Hub dei bus: il TAR boccia metodo e scelte

La sentenza del TAR rappresenta una pesante censura del percorso amministrativo seguito dalla Giunta Gattinoni nella scelta di localizzare il nuovo hub del trasporto pubblico in via Balicco.
Il Tribunale amministrativo, in ben tre distinte sentenze, non mette in discussione l’importanza di migliorare il sistema della mobilità cittadina, ma evidenzia con chiarezza come il Comune abbia assunto una decisione senza un’adeguata istruttoria e senza il necessario bilanciamento tra interesse pubblico e interessi privati coinvolti.
Nelle motivazioni della sentenza emerge un quadro inequivocabile. Le criticità evidenziate dall’Amministrazione rispetto all’attuale collocazione del terminal vengono definite limitate e non tali da dimostrare una radicale inidoneità dell’area. Nonostante ciò, il Comune ha scelto direttamente la strada della realizzazione di un nuovo hub, senza dimostrare l’insuperabilità delle criticità esistenti né valutare concretamente soluzioni alternative meno impattanti.

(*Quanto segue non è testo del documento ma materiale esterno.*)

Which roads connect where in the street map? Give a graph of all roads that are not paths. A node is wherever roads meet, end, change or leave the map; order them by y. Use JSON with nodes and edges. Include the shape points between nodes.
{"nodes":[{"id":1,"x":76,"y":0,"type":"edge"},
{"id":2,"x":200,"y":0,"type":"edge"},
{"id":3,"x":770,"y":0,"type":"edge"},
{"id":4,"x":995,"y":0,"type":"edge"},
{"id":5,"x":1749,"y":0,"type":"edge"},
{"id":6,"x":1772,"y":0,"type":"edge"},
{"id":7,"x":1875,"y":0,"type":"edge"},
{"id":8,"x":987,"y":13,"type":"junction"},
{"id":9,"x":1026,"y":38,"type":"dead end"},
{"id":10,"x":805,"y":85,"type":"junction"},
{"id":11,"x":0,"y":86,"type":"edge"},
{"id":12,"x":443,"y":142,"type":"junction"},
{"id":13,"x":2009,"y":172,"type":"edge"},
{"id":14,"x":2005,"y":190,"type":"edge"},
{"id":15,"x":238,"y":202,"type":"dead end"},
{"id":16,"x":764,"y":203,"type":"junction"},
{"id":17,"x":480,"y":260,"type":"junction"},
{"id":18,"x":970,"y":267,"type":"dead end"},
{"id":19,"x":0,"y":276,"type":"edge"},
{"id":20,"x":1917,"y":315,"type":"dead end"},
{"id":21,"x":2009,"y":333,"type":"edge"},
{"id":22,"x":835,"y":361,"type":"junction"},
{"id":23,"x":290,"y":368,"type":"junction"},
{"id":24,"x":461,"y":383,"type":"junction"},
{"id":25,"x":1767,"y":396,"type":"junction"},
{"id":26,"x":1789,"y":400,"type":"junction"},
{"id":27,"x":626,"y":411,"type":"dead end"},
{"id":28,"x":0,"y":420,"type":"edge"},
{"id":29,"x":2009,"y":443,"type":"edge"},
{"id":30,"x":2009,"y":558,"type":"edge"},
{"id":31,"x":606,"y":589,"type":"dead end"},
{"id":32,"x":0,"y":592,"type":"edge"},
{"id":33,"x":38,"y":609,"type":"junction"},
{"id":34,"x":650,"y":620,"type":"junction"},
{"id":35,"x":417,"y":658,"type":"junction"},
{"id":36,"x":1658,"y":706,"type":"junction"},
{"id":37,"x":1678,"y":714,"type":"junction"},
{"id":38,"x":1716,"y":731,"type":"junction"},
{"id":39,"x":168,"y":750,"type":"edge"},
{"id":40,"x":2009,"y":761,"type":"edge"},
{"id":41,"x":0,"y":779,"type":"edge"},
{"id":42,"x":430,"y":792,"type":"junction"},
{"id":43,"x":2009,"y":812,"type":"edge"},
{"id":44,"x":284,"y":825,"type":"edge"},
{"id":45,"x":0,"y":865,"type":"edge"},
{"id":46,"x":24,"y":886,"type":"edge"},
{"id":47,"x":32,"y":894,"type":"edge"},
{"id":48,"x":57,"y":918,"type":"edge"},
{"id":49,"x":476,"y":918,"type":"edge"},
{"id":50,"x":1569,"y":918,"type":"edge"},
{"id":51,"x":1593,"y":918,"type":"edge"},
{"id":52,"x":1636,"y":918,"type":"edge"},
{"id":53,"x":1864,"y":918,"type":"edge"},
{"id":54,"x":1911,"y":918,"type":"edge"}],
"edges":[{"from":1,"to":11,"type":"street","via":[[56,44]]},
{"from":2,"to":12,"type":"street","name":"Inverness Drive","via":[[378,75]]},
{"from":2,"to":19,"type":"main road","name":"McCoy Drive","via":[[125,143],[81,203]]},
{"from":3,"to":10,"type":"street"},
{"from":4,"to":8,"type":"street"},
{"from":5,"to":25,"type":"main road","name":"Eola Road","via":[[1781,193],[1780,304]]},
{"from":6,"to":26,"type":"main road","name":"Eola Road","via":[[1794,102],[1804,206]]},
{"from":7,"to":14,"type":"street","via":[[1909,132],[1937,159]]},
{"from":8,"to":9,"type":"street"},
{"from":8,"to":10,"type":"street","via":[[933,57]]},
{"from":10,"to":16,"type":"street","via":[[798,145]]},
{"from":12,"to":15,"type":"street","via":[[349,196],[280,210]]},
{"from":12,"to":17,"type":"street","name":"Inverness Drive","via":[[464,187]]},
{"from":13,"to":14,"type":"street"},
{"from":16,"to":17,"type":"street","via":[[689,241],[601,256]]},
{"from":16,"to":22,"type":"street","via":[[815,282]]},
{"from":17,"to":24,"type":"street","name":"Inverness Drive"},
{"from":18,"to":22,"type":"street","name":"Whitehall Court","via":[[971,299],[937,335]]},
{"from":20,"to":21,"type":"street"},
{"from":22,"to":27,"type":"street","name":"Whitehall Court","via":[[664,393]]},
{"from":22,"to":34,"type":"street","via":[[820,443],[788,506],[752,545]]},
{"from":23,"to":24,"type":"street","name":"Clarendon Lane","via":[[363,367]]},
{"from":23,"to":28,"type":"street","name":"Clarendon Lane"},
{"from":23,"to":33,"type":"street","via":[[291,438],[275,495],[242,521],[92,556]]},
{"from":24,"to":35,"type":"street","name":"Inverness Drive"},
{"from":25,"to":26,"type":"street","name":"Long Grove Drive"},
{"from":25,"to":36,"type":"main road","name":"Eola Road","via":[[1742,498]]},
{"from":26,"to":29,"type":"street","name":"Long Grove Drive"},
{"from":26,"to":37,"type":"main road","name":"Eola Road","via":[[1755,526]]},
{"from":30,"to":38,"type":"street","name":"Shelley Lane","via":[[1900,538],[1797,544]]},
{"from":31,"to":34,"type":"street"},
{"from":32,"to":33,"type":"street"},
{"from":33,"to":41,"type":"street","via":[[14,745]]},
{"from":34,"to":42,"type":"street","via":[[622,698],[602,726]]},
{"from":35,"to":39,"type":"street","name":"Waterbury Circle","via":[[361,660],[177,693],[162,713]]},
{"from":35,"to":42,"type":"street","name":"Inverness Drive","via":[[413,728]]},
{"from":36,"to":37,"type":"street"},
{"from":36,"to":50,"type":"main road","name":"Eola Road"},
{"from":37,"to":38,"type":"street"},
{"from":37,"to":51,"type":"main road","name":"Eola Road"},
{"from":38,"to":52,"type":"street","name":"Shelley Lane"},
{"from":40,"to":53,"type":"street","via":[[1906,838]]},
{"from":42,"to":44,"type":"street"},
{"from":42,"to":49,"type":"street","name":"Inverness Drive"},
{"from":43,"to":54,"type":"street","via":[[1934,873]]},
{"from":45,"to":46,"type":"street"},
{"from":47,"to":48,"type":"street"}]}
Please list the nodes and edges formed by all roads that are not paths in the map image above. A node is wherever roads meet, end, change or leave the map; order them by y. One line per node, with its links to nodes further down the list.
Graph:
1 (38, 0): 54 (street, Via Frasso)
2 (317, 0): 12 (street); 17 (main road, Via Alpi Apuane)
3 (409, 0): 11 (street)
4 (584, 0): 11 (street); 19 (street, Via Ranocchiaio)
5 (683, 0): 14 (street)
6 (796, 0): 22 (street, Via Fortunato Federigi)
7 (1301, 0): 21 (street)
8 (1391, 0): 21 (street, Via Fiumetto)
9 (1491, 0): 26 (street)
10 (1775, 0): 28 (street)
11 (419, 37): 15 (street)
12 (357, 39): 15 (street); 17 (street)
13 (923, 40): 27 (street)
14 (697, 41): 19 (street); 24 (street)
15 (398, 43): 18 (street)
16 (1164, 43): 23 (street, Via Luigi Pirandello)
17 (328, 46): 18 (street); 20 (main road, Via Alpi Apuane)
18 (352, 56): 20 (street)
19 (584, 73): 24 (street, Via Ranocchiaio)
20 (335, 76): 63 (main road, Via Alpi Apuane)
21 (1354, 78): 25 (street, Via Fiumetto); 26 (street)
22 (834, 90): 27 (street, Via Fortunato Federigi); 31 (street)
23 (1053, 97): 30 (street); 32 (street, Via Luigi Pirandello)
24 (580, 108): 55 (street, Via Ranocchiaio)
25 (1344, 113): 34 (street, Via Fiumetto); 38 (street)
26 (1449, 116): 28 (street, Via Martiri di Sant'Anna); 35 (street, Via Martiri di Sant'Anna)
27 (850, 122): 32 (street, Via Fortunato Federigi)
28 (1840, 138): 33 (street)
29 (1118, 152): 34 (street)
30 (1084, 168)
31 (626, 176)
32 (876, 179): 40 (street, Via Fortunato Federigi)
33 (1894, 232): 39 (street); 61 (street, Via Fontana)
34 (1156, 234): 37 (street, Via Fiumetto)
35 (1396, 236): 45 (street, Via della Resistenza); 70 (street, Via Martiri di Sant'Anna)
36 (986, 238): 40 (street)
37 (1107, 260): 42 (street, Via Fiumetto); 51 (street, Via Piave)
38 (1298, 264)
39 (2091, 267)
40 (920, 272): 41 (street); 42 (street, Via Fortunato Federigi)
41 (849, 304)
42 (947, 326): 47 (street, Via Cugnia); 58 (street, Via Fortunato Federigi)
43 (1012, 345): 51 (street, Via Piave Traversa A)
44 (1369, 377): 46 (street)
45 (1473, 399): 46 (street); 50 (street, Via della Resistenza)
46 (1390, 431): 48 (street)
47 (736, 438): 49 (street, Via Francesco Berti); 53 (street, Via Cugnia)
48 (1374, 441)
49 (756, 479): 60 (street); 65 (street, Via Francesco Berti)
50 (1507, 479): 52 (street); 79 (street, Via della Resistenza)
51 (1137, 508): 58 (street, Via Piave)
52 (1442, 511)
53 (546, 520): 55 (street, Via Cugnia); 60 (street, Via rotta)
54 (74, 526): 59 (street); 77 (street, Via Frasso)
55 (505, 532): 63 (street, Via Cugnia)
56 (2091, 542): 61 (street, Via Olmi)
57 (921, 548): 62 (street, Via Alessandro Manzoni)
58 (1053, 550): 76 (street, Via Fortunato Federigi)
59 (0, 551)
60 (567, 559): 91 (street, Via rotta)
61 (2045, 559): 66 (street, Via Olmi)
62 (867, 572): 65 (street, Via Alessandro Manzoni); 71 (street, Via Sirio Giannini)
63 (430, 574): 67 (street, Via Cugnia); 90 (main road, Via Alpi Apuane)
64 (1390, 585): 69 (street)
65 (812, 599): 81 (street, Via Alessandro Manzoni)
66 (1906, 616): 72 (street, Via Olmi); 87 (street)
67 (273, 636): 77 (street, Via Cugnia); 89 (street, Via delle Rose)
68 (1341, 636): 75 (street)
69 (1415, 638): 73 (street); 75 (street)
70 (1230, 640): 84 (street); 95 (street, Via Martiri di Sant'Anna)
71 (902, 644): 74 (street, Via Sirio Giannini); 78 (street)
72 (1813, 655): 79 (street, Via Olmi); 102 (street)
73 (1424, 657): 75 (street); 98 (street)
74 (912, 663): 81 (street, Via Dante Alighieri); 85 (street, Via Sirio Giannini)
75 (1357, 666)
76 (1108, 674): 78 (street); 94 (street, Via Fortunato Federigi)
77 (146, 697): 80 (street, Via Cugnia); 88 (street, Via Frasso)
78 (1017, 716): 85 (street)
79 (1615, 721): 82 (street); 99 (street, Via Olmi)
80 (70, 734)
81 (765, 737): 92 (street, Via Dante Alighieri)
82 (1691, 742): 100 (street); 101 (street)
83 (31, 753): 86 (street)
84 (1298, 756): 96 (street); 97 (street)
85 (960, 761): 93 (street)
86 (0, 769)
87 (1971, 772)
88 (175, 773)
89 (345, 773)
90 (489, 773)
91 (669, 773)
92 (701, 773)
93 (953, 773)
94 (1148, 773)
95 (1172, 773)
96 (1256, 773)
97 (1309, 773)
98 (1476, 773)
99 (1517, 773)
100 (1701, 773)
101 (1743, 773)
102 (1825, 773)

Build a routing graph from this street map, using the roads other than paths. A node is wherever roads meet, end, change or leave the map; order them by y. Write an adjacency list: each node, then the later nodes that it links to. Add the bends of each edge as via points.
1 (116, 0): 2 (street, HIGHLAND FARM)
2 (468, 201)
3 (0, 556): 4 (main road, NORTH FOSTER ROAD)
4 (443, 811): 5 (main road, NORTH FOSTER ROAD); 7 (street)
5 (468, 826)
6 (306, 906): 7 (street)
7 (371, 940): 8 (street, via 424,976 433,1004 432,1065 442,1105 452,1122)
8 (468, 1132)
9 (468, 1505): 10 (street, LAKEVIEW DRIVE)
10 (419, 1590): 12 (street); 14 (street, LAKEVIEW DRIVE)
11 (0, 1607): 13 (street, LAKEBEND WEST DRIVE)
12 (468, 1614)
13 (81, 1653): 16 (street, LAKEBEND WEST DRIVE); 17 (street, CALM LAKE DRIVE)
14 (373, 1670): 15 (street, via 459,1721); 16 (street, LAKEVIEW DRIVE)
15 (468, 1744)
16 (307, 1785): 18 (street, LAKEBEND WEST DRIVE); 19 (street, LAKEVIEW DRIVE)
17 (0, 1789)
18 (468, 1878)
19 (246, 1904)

Il TAR rileva inoltre che la motivazione del Comune è lacunosa e che l’Amministrazione si è limitata a ribadire, in modo sostanzialmente tautologico, la necessità di realizzare il nuovo hub, senza effettuare quel bilanciamento tra interessi pubblici e privati che costituisce un principio fondamentale dell’azione amministrativa.
Ancora più significativa è l’osservazione secondo cui il Comune non ha dato alcuna concreta considerazione alle puntuali osservazioni presentate dai condomini nel corso del procedimento, muovendo implicitamente dal presupposto che il sacrificio degli interessi privati fosse inevitabile, senza però motivarne le ragioni.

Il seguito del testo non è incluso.